Mr Sheridan said Mr McKeon took the gravest exception to the allegation that he was acting to scapegoat Mr Sheerin for the affair.

His decision to sack Mr Sheerin was reached fairly and properly, in compliance with the principles of natural justice.

Mr McKeon rejected as completely unfounded Mr Sheerin's claim that he was "directly implicated" in the overcharging and had "unresolved issues" in relation to the investigation. He had been based in Britain since January 1996, before the obligation to notify foreign exchange charges under the 1995 Consumer Credit Act came into force in August 1996.

"In fact, the only mention of Mr McKeon in the Deloitte & Touche report is as a person interviewed in the course of their work. He was not the subject of recommended disciplinary proceedings by the board committee," Mr Sheridan said.

Mr Sheerin's counsel said that while he was being sacked for not doing his job and for concealing his ineptitude, he maintains that he has an exemplary record.

Mr Sheerin claims to be the only individual within the bank to be singled out for such treatment. The bank denied this, stating that disciplinary proceedings against a number of other staff members were continuing.

Still, Mr Sheerin said in his affidavit last Friday that he was aware of only two other officials suffering any sanction as a result of the foreign exchange issue. He identified one of those as Mr Chris Drucker, who he said was appointed in 1994 as executive head of branch and treasury products, reporting to Mr McKeon.

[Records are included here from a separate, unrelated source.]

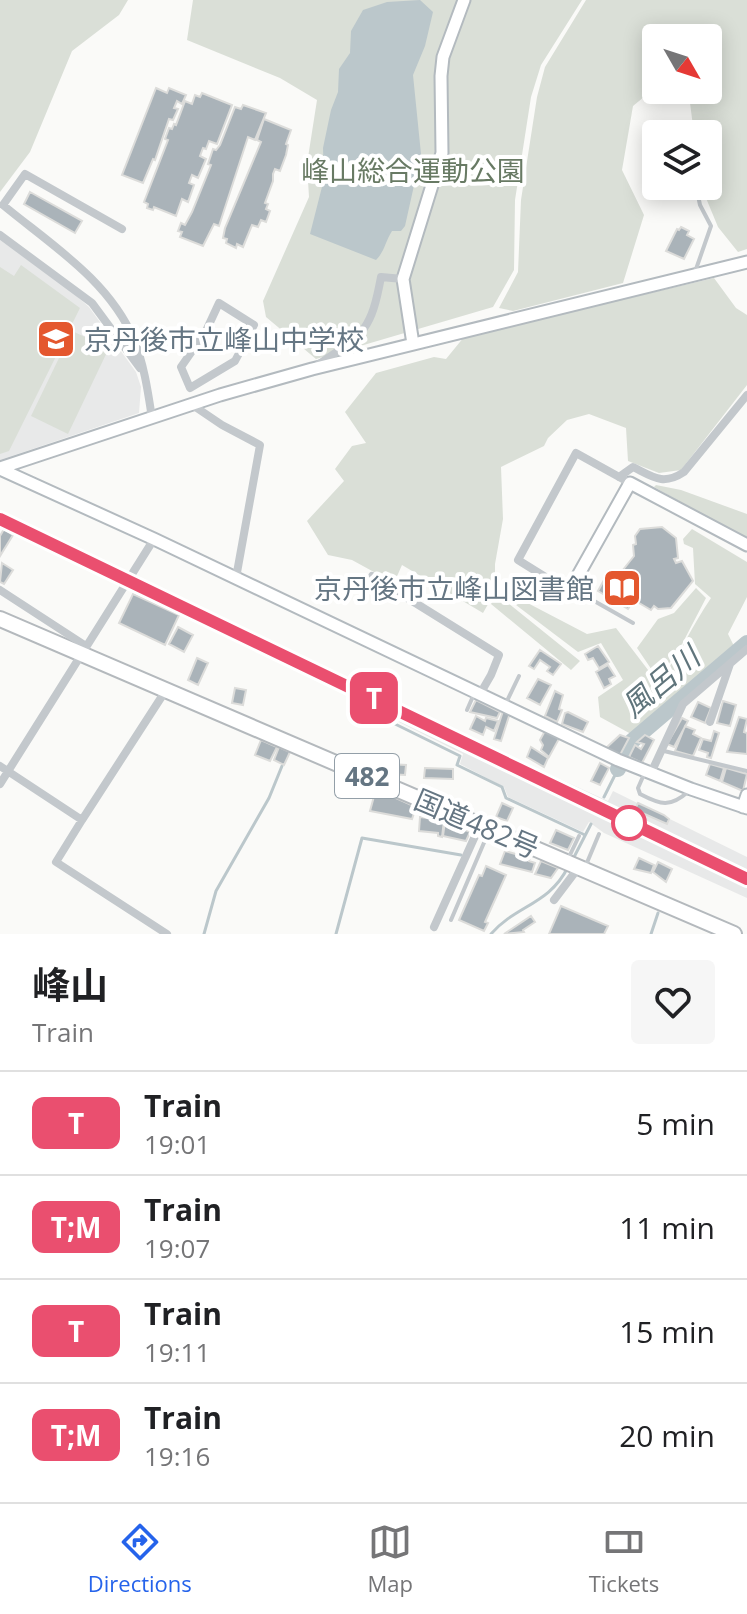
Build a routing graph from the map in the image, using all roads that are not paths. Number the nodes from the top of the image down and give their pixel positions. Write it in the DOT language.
graph roads {
  1 [pos="464,0"];
  2 [pos="699,200"];
  3 [pos="122,229"];
  4 [pos="0,235"];
  5 [pos="747,262"];
  6 [pos="694,274"];
  7 [pos="403,279"];
  8 [pos="413,344"];
  9 [pos="312,369"];
  10 [pos="145,376"];
  11 [pos="207,378"];
  12 [pos="220,395"];
  13 [pos="747,395"];
  14 [pos="191,404"];
  15 [pos="152,418"];
  16 [pos="0,468"];
  17 [pos="624,480"];
  18 [pos="154,539"];
  19 [pos="747,545"];
  20 [pos="372,576"];
  21 [pos="236,578"];
  22 [pos="571,588"];
  23 [pos="0,590"];
  24 [pos="0,619"];
  25 [pos="633,623"];
  26 [pos="747,649"];
  27 [pos="83,650"];
  28 [pos="730,664"];
  29 [pos="519,676"];
  30 [pos="167,689"];
  31 [pos="478,693"];
  32 [pos="505,705"];
  33 [pos="467,710"];
  34 [pos="710,722"];
  35 [pos="661,750"];
  36 [pos="4,768"];
  37 [pos="747,771"];
  38 [pos="648,772"];
  39 [pos="0,784"];
  40 [pos="691,789"];
  41 [pos="746,803"];
  42 [pos="82,820"];
  43 [pos="485,827"];
  44 [pos="599,834"];
  45 [pos="579,836"];
  46 [pos="576,866"];
  47 [pos="554,900"];
  48 [pos="451,920"];
  49 [pos="434,927"];
  50 [pos="167,934"];
  51 [pos="734,934"];
  1 -- 7 [label="street"];
  2 -- 6 [label="lane"];
  3 -- 10 [label="street"];
  4 -- 10 [label="street"];
  5 -- 6 [label="street"];
  6 -- 8 [label="street"];
  7 -- 8 [label="street"];
  7 -- 9 [label="street"];
  8 -- 9 [label="street"];
  9 -- 12 [label="street"];
  10 -- 15 [label="street"];
  11 -- 11 [label="street"];
  11 -- 12 [label="street"];
  12 -- 14 [label="street"];
  13 -- 17 [label="street"];
  14 -- 15 [label="street"];
  14 -- 21 [label="street"];
  15 -- 16 [label="street"];
  16 -- 18 [label="street"];
  17 -- 19 [label="street"];
  17 -- 22 [label="street"];
  17 -- 22 [label="street"];
  18 -- 21 [label="street"];
  18 -- 27 [label="street"];
  20 -- 31 [label="street"];
  21 -- 31 [label="street"];
  22 -- 25 [label="lane"];
  23 -- 27 [label="street"];
  24 -- 27 [label="highway, 国道482号 / 482"];
  26 -- 28 [label="street"];
  27 -- 30 [label="highway, 国道482号 / 482"];
  27 -- 36 [label="street"];
  28 -- 34 [label="street"];
  28 -- 35 [label="street"];
  29 -- 32 [label="lane"];
  30 -- 42 [label="street"];
  30 -- 43 [label="highway, 国道482号 / 482"];
  31 -- 32 [label="street"];
  31 -- 33 [label="lane"];
  32 -- 38 [label="street"];
  35 -- 37 [label="lane"];
  35 -- 38 [label="street"];
  36 -- 39 [label="street"];
  36 -- 42 [label="street"];
  38 -- 40 [label="street"];
  38 -- 40 [label="lane"];
  40 -- 41 [label="street"];
  42 -- 50 [label="street"];
  43 -- 46 [label="highway, 国道482号 / 482"];
  43 -- 48 [label="lane"];
  43 -- 49 [label="street"];
  44 -- 46 [label="lane"];
  45 -- 46 [label="lane"];
  46 -- 47 [label="street"];
  46 -- 51 [label="highway, 国道482号 / 482"];
}
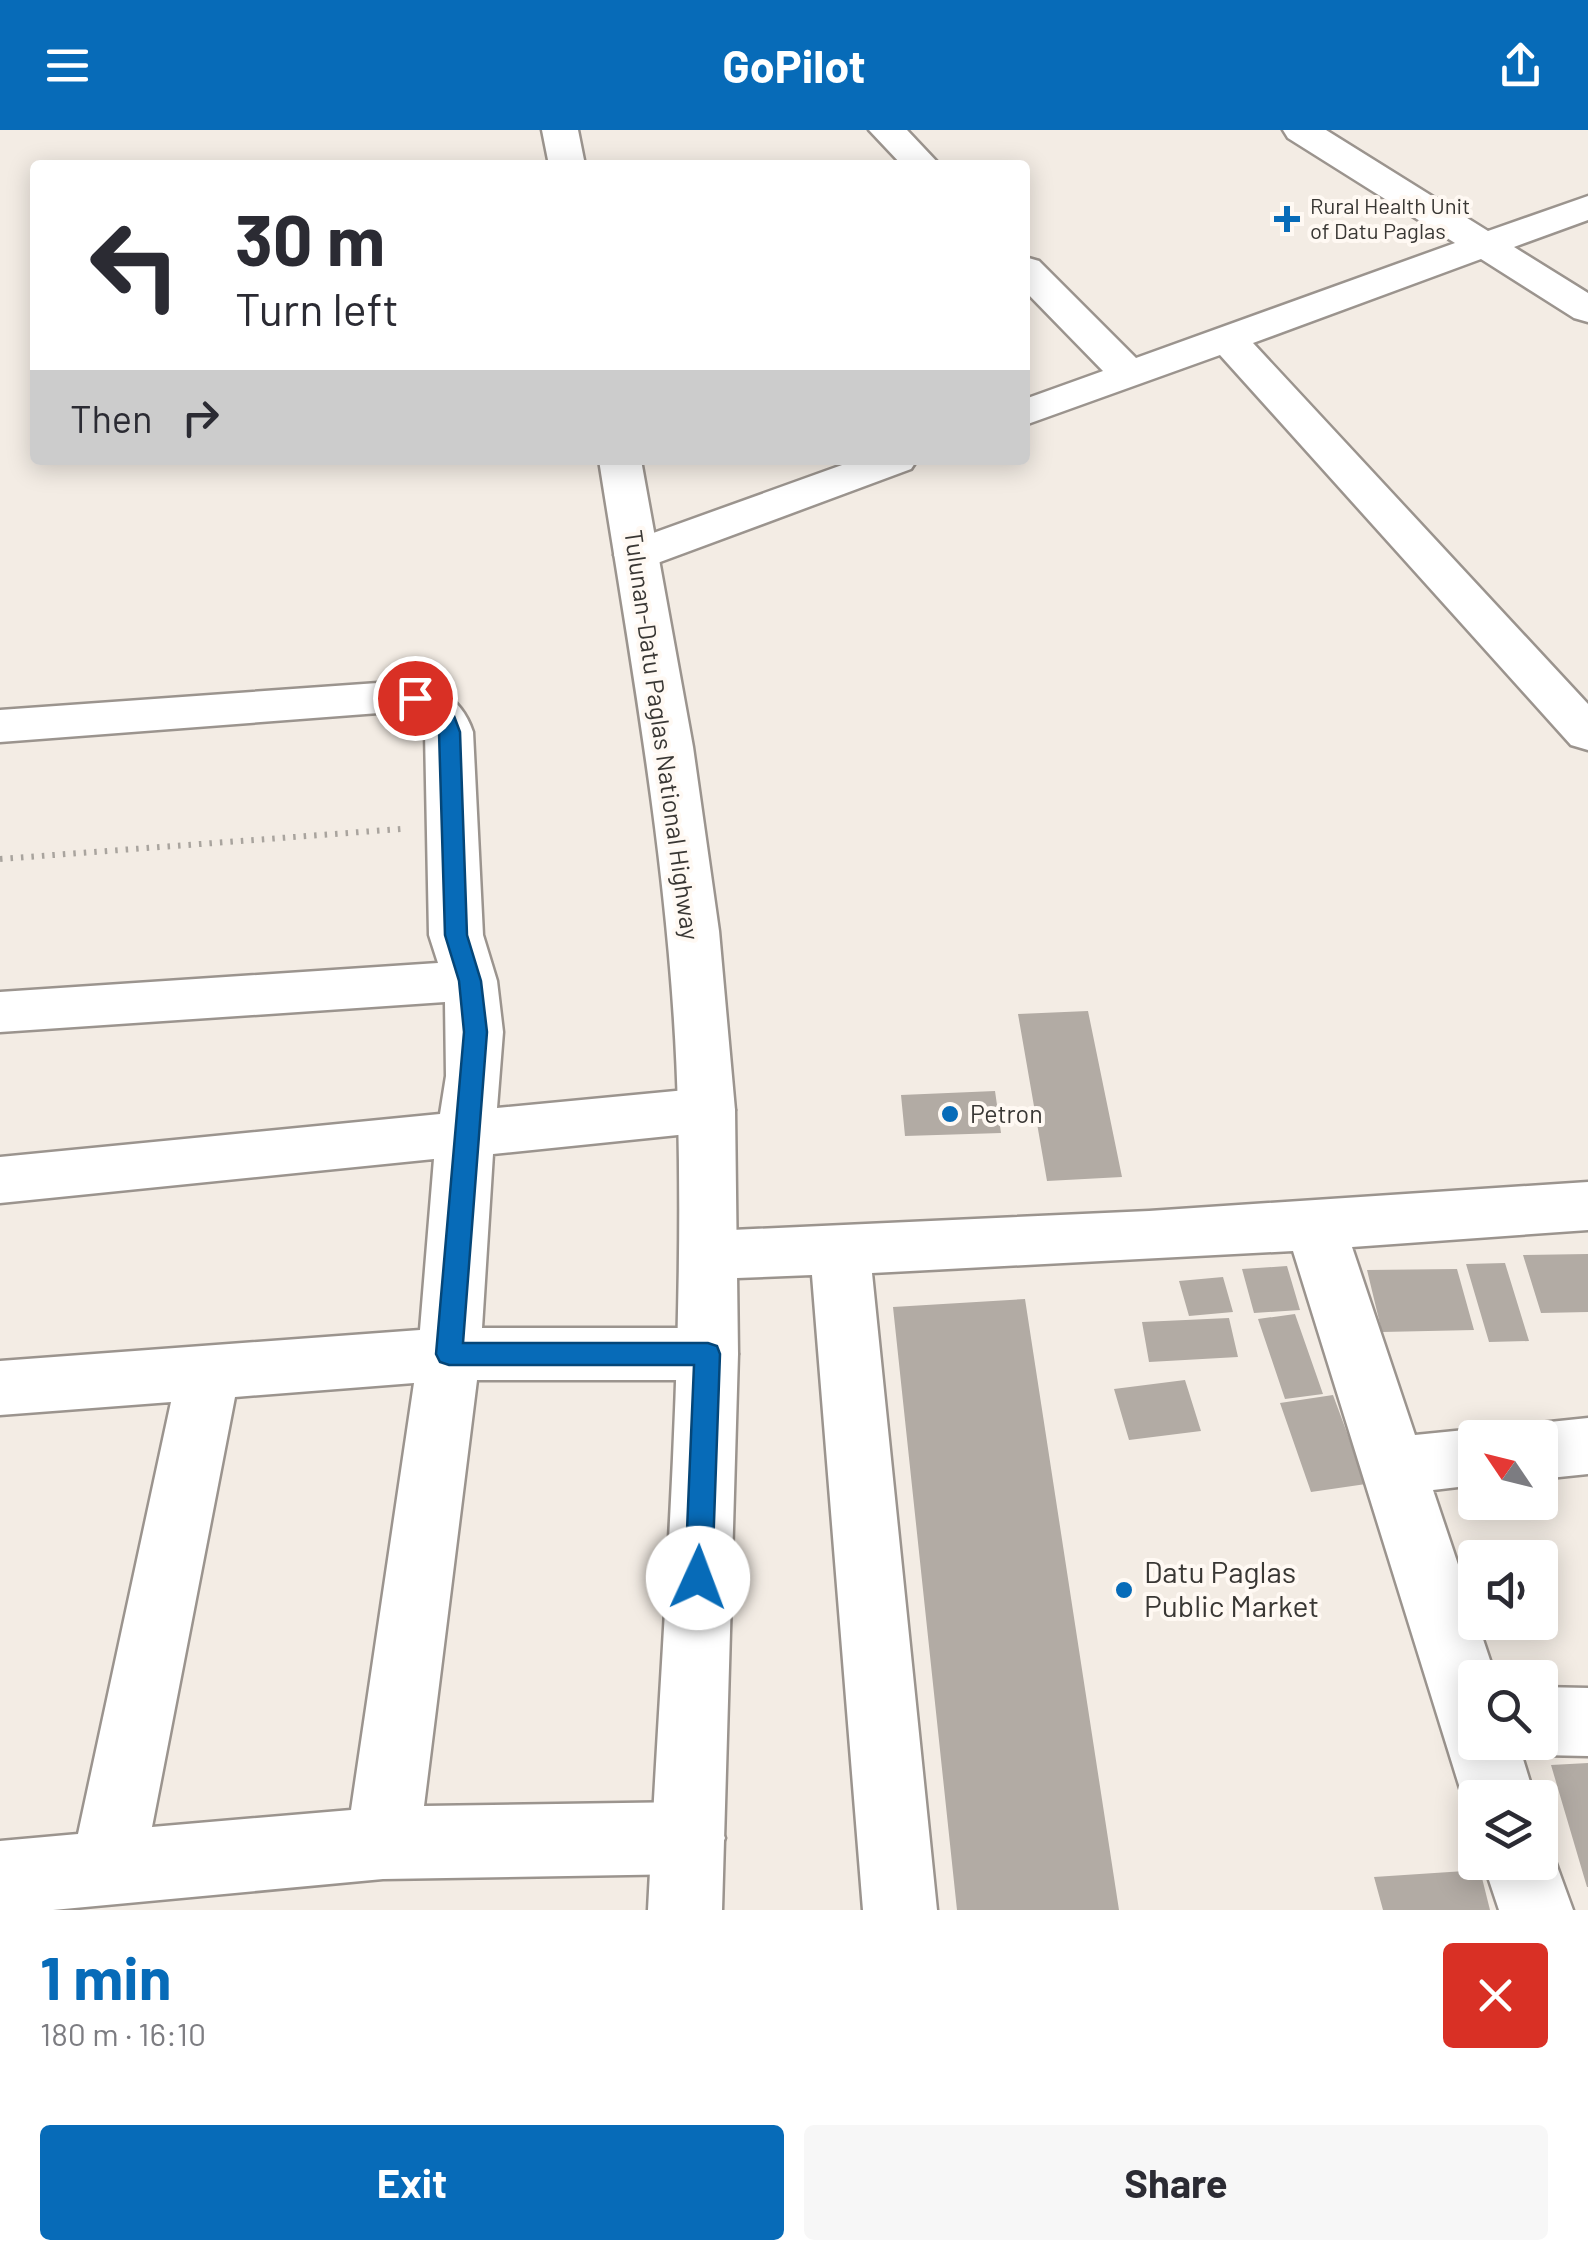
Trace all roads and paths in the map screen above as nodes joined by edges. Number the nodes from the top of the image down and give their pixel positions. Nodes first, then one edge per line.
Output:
1 (560, 130) edge
2 (887, 130) edge
3 (1300, 130) edge
4 (566, 160) edge
5 (917, 160) edge
6 (1588, 207) edge
7 (1487, 244) junction
8 (1030, 274) edge
9 (1588, 310) edge
10 (1227, 339) junction
11 (1129, 374) junction
12 (1030, 410) edge
13 (621, 465) edge
14 (882, 465) edge
15 (636, 555) junction
16 (0, 726) edge
17 (1588, 734) edge
18 (452, 825) junction
19 (0, 858) edge
20 (470, 981) junction
21 (0, 1012) edge
22 (707, 1110) junction
23 (466, 1134) junction
24 (0, 1180) edge
25 (1588, 1206) edge
26 (1316, 1228) junction
27 (840, 1250) junction
28 (710, 1255) junction
29 (449, 1354) junction
30 (708, 1354) junction
31 (208, 1374) junction
32 (0, 1388) edge
33 (1588, 1446) edge
34 (1558, 1449) edge
35 (1458, 1460) edge
36 (1392, 1466) junction
37 (1458, 1668) edge
38 (1558, 1721) edge
39 (1588, 1722) edge
40 (688, 1838) junction
41 (384, 1843) junction
42 (108, 1866) junction
43 (0, 1878) edge
44 (1526, 1880) edge
45 (685, 1910) edge
46 (900, 1910) edge
47 (1536, 1910) edge

1 - 4 main road
2 - 5 main road
3 - 7 main road
6 - 7 main road
7 - 9 main road
7 - 10 main road
8 - 11 main road
10 - 11 main road
10 - 17 main road
11 - 12 main road
13 - 15 main road, Tulunan-Datu Paglas National Highway
14 - 15 main road
15 - 22 main road, Tulunan-Datu Paglas National Highway
16 - 18 main road
18 - 19 path
18 - 20 main road
20 - 21 main road
20 - 23 main road
22 - 23 main road
22 - 28 main road, Tulunan-Datu Paglas National Highway
23 - 24 main road
23 - 29 main road
25 - 26 main road
26 - 27 main road
26 - 36 main road
27 - 28 main road
27 - 46 main road
28 - 30 main road, Tulunan-Datu Paglas National Highway
29 - 30 main road
29 - 31 main road
29 - 41 main road
30 - 40 main road, Tulunan-Datu Paglas National Highway
31 - 32 main road
31 - 42 main road
33 - 34 main road
35 - 36 main road
36 - 37 main road
38 - 39 main road
40 - 41 main road
40 - 45 main road, Tulunan-Datu Paglas National Highway
41 - 42 main road
42 - 43 main road
44 - 47 main road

Mr Sheerin made a point of saying that Mr Drucker had been penalised for his role in the foreign exchange issue by having his bonus frozen for two years.

The hearings yesterday were the second public act of the AIB's confrontation with Mr Sheerin. The case will be heard again on April 4th. Just days after the bank chose Eugene Sheehy to succeed Mr Buckley, the overcharging saga continues to cast a dark shadow over AIB.